Exercise brief: Every line below should be copied exactly; drop the pictures.
.....
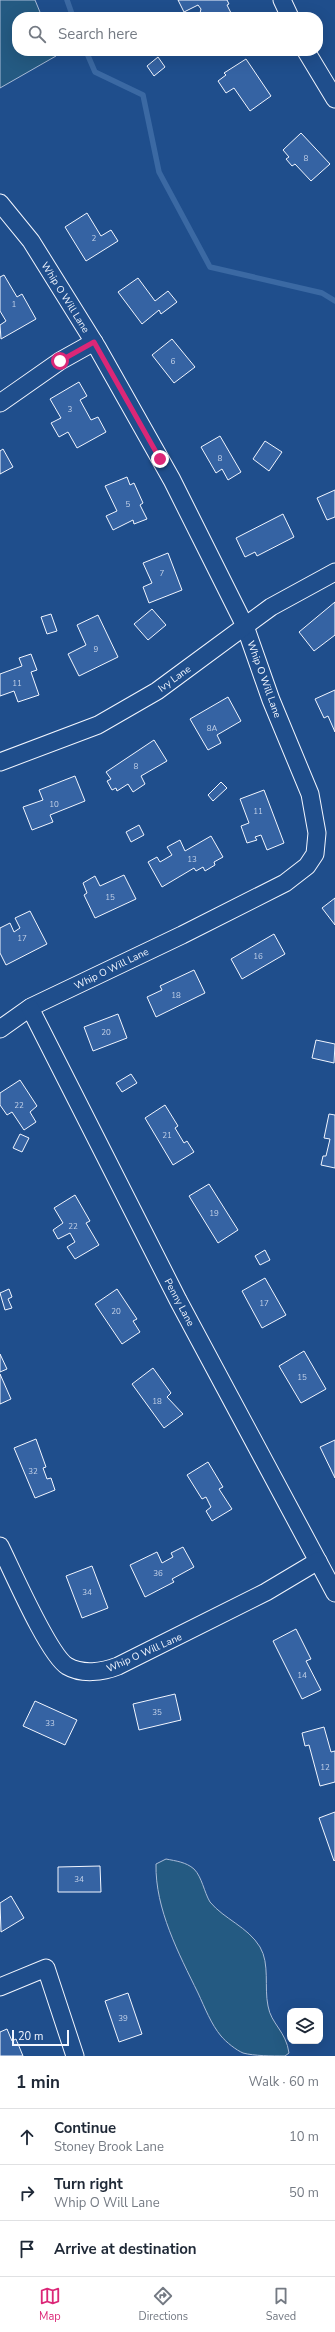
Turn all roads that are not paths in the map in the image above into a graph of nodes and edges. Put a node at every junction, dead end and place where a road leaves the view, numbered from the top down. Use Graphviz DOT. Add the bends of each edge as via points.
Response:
graph roads {
  1 [pos="282,0"];
  2 [pos="288,12"];
  3 [pos="309,56"];
  4 [pos="335,99"];
  5 [pos="0,203"];
  6 [pos="94,342"];
  7 [pos="0,403"];
  8 [pos="335,572"];
  9 [pos="245,626"];
  10 [pos="0,762"];
  11 [pos="30,1008"];
  12 [pos="0,1029"];
  13 [pos="0,1546"];
  14 [pos="318,1561"];
  15 [pos="335,1593"];
  16 [pos="0,1987"];
  17 [pos="74,2056"];
  1 -- 2 [label="street"];
  3 -- 4 [label="street"];
  5 -- 6 [label="street, Whip O Will Lane" via="32,241"];
  6 -- 7 [label="street" via="60,361"];
  6 -- 9 [label="street, Whip O Will Lane" via="172,480"];
  8 -- 9 [label="street, Ivy Lane" via="271,607"];
  9 -- 10 [label="street, Ivy Lane" via="157,691 98,724"];
  9 -- 11 [label="street, Whip O Will Lane" via="271,700 310,794 317,833 315,854 307,866 285,883"];
  11 -- 12 [label="street, Whip O Will Lane"];
  11 -- 14 [label="street, Penny Lane" via="178,1300"];
  13 -- 14 [label="street, Whip O Will Lane" via="49,1645 67,1666 88,1671 108,1670 125,1663 266,1592"];
  14 -- 15 [label="street, Penny Lane"];
  16 -- 17 [label="street" via="46,1968"];
}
.....
Answer section:
Turn all roads that are not paths in the map in the image above into a graph of nodes and edges. Put a node at every junction, dead end and place where a road leaves the view, numbered from the top down. Use Graphviz DOT. Add the bends of each edge as via points.
Response:
graph roads {
  1 [pos="282,0"];
  2 [pos="288,12"];
  3 [pos="309,56"];
  4 [pos="335,99"];
  5 [pos="0,203"];
  6 [pos="94,342"];
  7 [pos="0,403"];
  8 [pos="335,572"];
  9 [pos="245,626"];
  10 [pos="0,762"];
  11 [pos="30,1008"];
  12 [pos="0,1029"];
  13 [pos="0,1546"];
  14 [pos="318,1561"];
  15 [pos="335,1593"];
  16 [pos="0,1987"];
  17 [pos="74,2056"];
  1 -- 2 [label="street"];
  3 -- 4 [label="street"];
  5 -- 6 [label="street, Whip O Will Lane" via="32,241"];
  6 -- 7 [label="street" via="60,361"];
  6 -- 9 [label="street, Whip O Will Lane" via="172,480"];
  8 -- 9 [label="street, Ivy Lane" via="271,607"];
  9 -- 10 [label="street, Ivy Lane" via="157,691 98,724"];
  9 -- 11 [label="street, Whip O Will Lane" via="271,700 310,794 317,833 315,854 307,866 285,883"];
  11 -- 12 [label="street, Whip O Will Lane"];
  11 -- 14 [label="street, Penny Lane" via="178,1300"];
  13 -- 14 [label="street, Whip O Will Lane" via="49,1645 67,1666 88,1671 108,1670 125,1663 266,1592"];
  14 -- 15 [label="street, Penny Lane"];
  16 -- 17 [label="street" via="46,1968"];
}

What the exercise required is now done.